A lot has been made of last week’s forecast by RBC Capital Markets analyst Mike Abramsky that predicts Apple is now selling more iPads than Macs. And it’s garnered some speculation that we may see Macs that are more iPad-like.
Abramsky says that, by his estimates, Apple sells more than 200,000 iPads per week in the U.S., a total greater than the estimated 110,000 Macs sold stateside every seven days. Obviously, people love the Apple tablet, as well as the iPhone and iPod touch, so I do think we’ll see future Macs that adopt features from the iPhone OS.
In fact, Forrester Research (http://www.alacrastore.com/research/forrester-Apple_s_iPad_Is_A_New_Kind_Of_PC-57008) says the iPad will ushers in a new era of “Curated Computing” — a mode of computing in which choice is constrained to deliver more relevant, less complex experiences. Curated Computing is necessary to empower alternative form factors, such as touchscreen tablets, wearable and ambient devices, game consoles, and connected TVs.

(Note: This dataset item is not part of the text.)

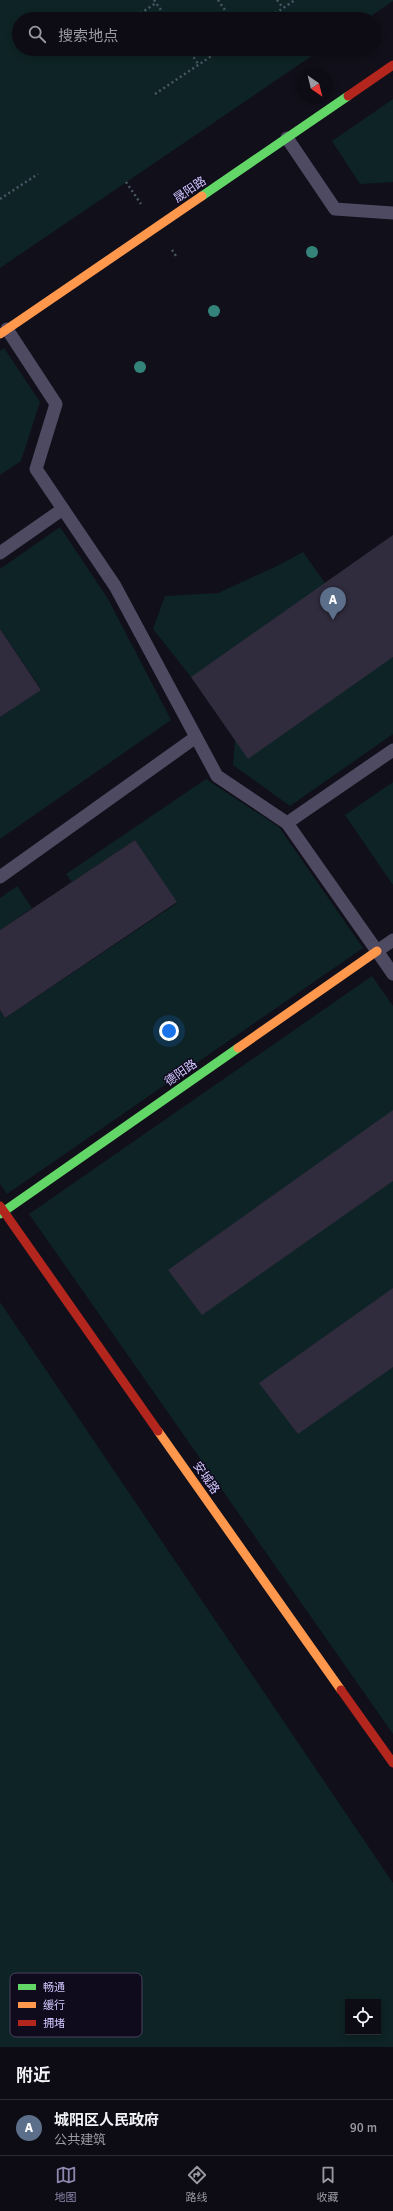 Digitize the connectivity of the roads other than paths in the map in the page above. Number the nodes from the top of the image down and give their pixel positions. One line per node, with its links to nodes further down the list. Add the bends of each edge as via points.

Forrester Research says the iPad’s Curated Computing experience makes the tablet form factor viable for the first time since it was introduced commercially more than two decades ago. The time is right to promote tablets as a fourth form factor for the multiple-computer-owning consumer, the research group says — though, of course, the tablet’s success beyond the iPad isn’t a given.
Forrester Research says that product strategists hoping to build a market for tablets will have to reshape consumers’ expectations of what a computer can be and how it fits into their lives alongside desktops, laptops, and smartphones. That’s been my position all along; the iPad isn’t a replacement for a Mac; it’s a complimentary device — a Mac sidekick, if you will.
Writing for the Unofficial Apple Weblog (http://www.tuaw.com/2010/05/17/could-a-closed-mac-be-in-apples-future/), Erica Sadun had an interesting theory: what if Apple released a “closed Mac” a la the iPad. She notes that under the hood, the iPhone OS is virtually the same as the Mac OS X that runs on Macs. It’s just a “closed” OS.
With the success of the iPhone and iPod touch, Erica thinks Apple may be considering a “closed” Mac,” sort of a cross between a current Mac and the iPad. She also notes that she’s not suggesting that Apple would drop traditional OS X systems since people still need development computers and production-quality computers.
“But consider how many people currently purchase iMacs and Mac Books, who generally do not need much in the way of advanced features,” Erica writes. “How many of them might benefit from a desktop system that’s more iPad-like than iMac-like? A closed desktop Mac would have to offer a lot more computing flexibility than the iPad offers. It would have to support mouse and keyboard interaction, better multitasking, and the ability to do business-quality work like accounting, document preparation, image editing, and so forth. And yet, you could imagine Apple preparing an OS and software that addresses these needs using a richer version of the iPhone OS frameworks, stepping outside of the current OS X evolutionary path.”
It’s an intriguing idea, but I’m a little dubious it will happen. I do think we’ll see the iPhone OS in more devices (such as the Apple TV). And I think the success of the iPad will mean big changes to the Mac line — you can read my thoughts here: http://www.macnews.com/2010/05/13/ipad-wont-kill-apples-products-it-will-change-some-em .
But for now, it seems to me that the differentiation between iPhone OS and Mac OS X devices is clear. The former is (mainly) for content consumption, while the latter is necessary for content creation.